> _Task to carry out_: Among the records that follow, set down only the lines from the one containing "ring mcp: (727, 453)" to the one containing "pinky tip: (748, 390)", both included, exactly.

> _Record set_:

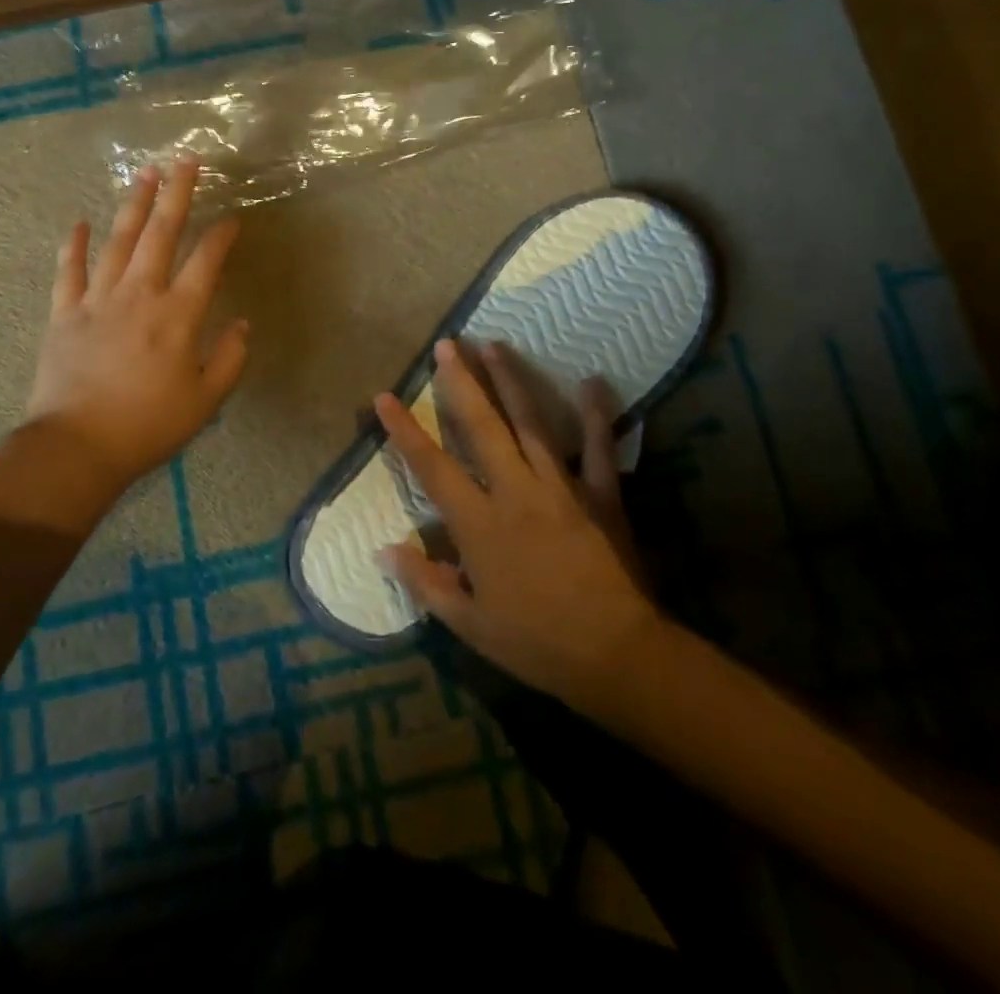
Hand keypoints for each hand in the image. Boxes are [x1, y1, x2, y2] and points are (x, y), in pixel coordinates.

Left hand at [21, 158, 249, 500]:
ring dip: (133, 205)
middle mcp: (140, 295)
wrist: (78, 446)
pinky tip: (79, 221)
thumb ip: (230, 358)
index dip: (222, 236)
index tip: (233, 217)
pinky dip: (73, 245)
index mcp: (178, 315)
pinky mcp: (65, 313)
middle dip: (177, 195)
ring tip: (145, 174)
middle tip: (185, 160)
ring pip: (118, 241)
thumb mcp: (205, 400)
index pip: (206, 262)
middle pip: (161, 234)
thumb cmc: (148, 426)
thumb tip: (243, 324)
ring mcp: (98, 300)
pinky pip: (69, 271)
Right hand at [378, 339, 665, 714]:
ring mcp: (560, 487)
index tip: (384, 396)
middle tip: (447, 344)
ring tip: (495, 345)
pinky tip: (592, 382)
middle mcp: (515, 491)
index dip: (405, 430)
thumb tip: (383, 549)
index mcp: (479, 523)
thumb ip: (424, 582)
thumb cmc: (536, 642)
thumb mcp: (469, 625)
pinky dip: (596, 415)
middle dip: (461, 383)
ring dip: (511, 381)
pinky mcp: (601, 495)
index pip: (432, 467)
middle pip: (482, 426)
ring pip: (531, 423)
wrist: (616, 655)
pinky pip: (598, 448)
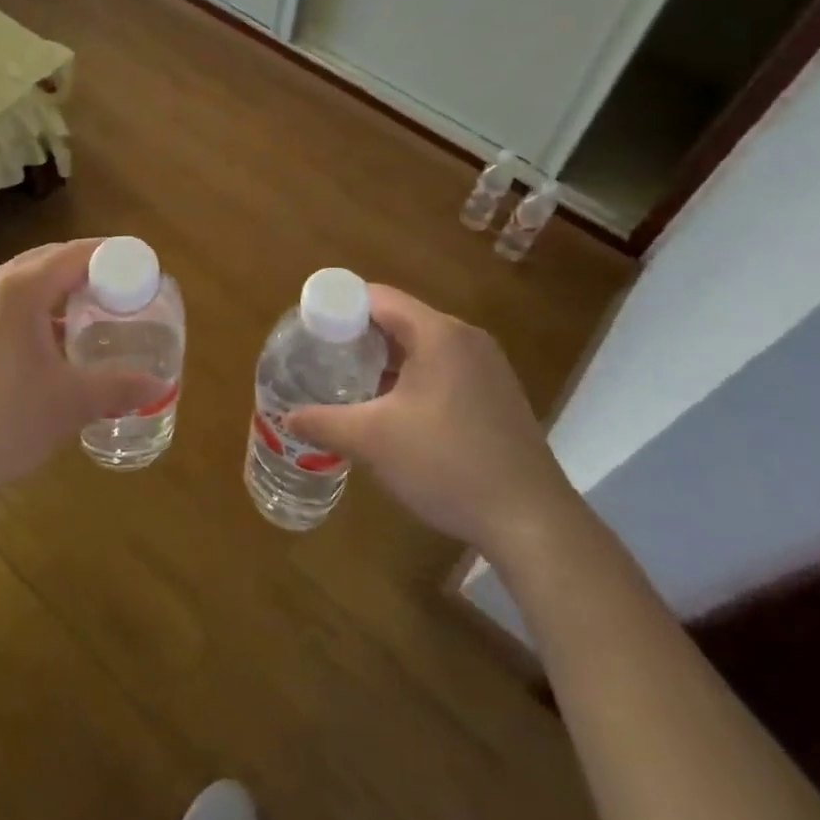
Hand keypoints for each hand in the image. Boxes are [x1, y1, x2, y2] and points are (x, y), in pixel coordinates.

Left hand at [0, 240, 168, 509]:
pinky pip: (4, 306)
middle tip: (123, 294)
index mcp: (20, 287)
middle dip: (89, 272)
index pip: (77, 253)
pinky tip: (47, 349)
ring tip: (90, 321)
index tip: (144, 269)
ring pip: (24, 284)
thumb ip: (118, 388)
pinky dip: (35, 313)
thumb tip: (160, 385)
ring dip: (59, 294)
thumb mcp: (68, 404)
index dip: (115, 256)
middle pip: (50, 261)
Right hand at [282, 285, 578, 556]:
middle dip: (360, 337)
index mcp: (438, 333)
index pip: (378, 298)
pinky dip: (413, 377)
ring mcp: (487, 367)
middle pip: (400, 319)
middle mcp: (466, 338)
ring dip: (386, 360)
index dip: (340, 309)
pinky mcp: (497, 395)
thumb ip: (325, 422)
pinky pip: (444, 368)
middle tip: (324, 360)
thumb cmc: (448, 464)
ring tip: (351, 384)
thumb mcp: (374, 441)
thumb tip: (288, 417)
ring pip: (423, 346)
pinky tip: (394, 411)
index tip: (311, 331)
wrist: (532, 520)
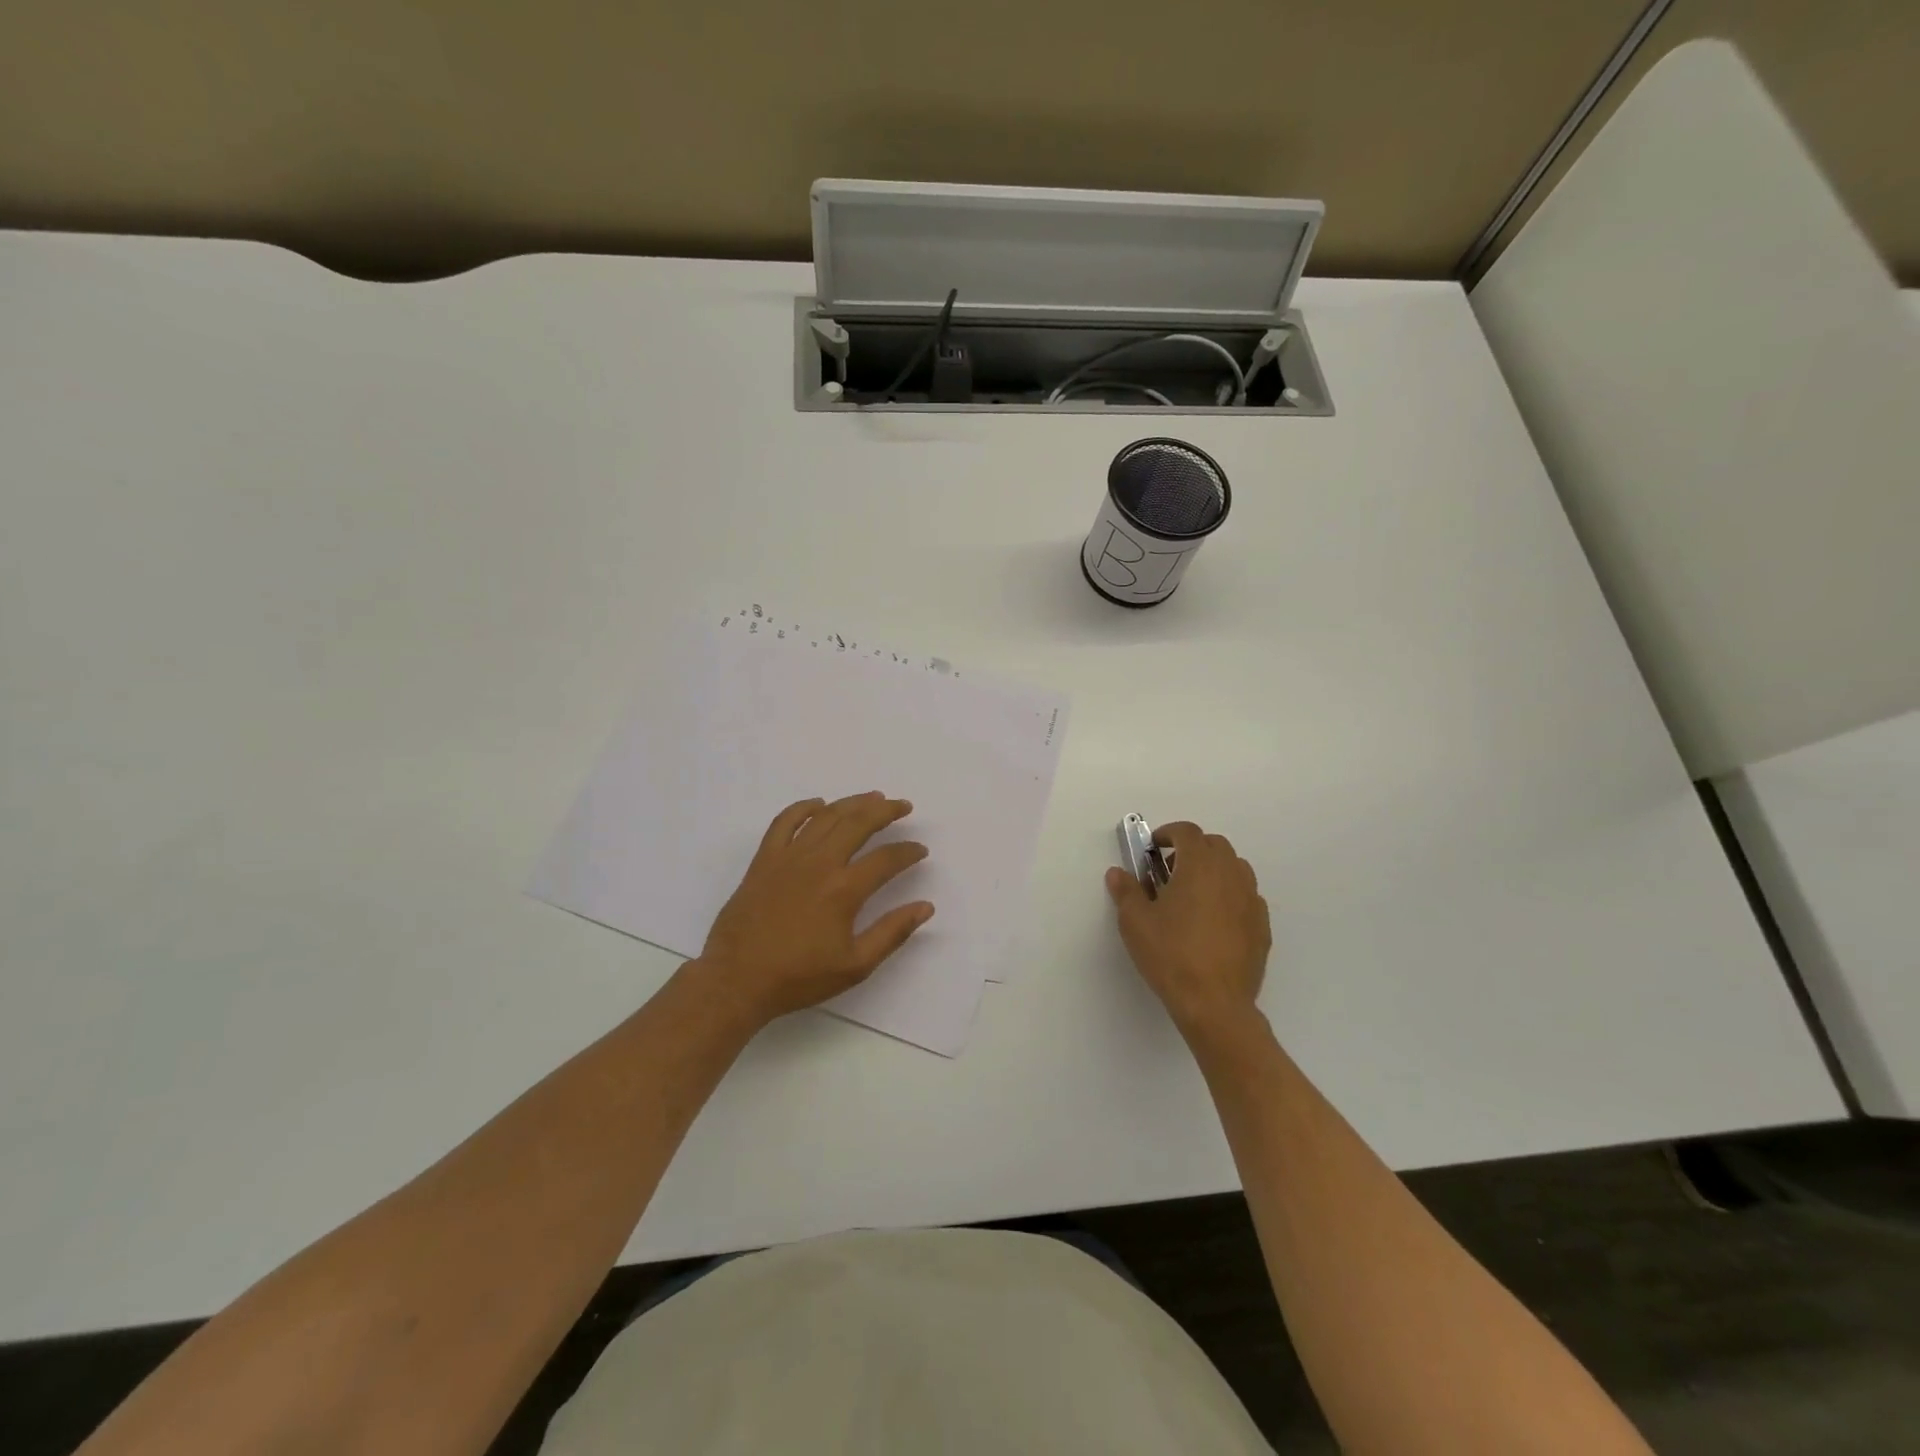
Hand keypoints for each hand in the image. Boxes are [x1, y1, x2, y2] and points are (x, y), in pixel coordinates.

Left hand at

---

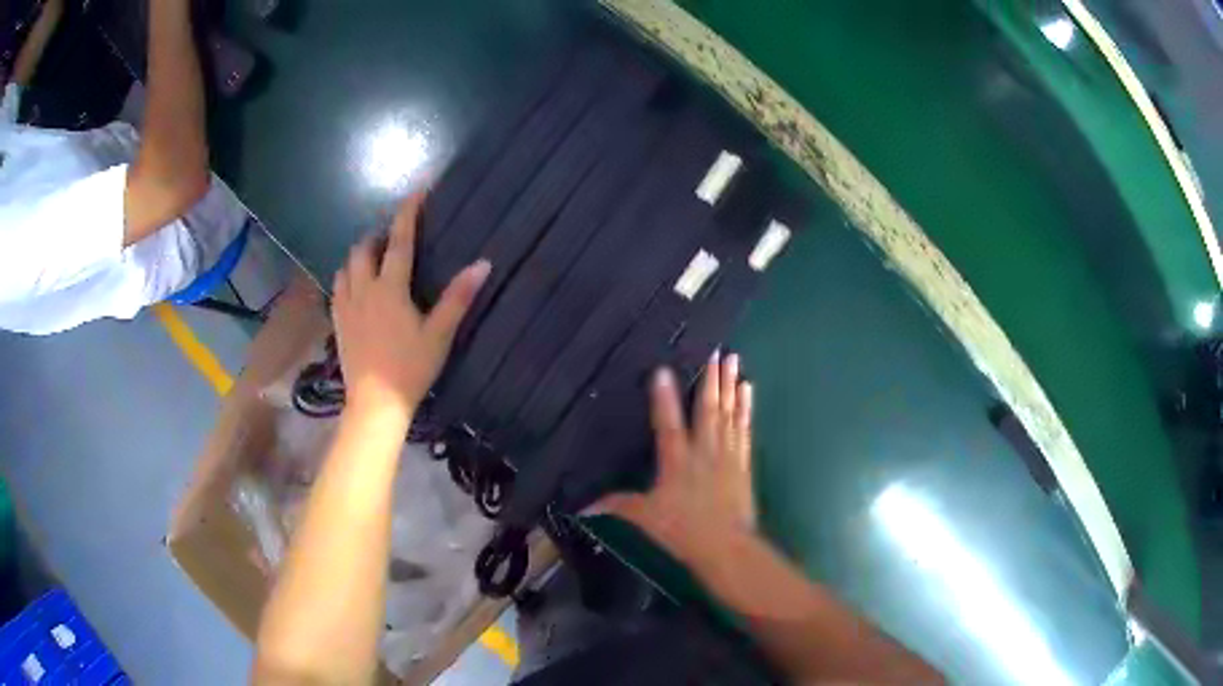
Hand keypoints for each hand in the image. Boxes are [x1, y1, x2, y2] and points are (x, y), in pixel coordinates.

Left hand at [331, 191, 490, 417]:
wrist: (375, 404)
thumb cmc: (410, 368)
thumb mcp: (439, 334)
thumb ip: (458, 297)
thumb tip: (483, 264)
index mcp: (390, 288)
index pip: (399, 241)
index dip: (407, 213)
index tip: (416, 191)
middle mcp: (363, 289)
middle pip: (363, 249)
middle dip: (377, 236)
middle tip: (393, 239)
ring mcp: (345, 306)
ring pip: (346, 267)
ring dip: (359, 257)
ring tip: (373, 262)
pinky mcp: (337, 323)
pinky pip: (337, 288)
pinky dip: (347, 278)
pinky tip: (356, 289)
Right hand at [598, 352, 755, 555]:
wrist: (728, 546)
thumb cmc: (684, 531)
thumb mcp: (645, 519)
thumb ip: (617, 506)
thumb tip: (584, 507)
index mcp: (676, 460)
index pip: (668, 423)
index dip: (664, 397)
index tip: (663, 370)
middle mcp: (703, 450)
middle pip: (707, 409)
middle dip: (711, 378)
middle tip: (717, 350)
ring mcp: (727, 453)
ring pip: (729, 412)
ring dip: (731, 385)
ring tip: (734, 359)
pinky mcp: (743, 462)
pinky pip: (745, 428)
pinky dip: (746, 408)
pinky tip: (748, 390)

* * *

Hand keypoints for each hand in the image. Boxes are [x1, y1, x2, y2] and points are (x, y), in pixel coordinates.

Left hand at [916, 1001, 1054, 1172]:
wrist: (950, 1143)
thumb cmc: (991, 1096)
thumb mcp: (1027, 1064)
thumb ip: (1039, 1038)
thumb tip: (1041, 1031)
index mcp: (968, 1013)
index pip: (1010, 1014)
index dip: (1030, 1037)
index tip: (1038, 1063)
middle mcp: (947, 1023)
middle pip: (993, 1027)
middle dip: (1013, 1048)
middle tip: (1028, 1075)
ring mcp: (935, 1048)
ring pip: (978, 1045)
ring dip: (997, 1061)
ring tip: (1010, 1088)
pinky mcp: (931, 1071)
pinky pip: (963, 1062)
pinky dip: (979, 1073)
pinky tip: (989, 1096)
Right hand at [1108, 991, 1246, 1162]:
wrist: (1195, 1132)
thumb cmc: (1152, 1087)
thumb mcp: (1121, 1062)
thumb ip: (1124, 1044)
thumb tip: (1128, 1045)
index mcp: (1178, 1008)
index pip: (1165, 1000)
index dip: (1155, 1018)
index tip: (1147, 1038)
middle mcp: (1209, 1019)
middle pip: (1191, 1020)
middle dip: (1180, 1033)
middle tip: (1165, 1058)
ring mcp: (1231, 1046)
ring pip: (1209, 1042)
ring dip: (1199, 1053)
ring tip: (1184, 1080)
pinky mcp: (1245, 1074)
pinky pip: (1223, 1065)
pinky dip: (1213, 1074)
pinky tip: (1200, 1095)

> _Written solution_:
ring mcp: (727, 453)
ring pip: (729, 412)
ring dip: (731, 385)
ring tip: (734, 359)
pinky mcp: (743, 462)
pinky pip: (745, 428)
pinky dip: (746, 408)
pinky tip: (748, 390)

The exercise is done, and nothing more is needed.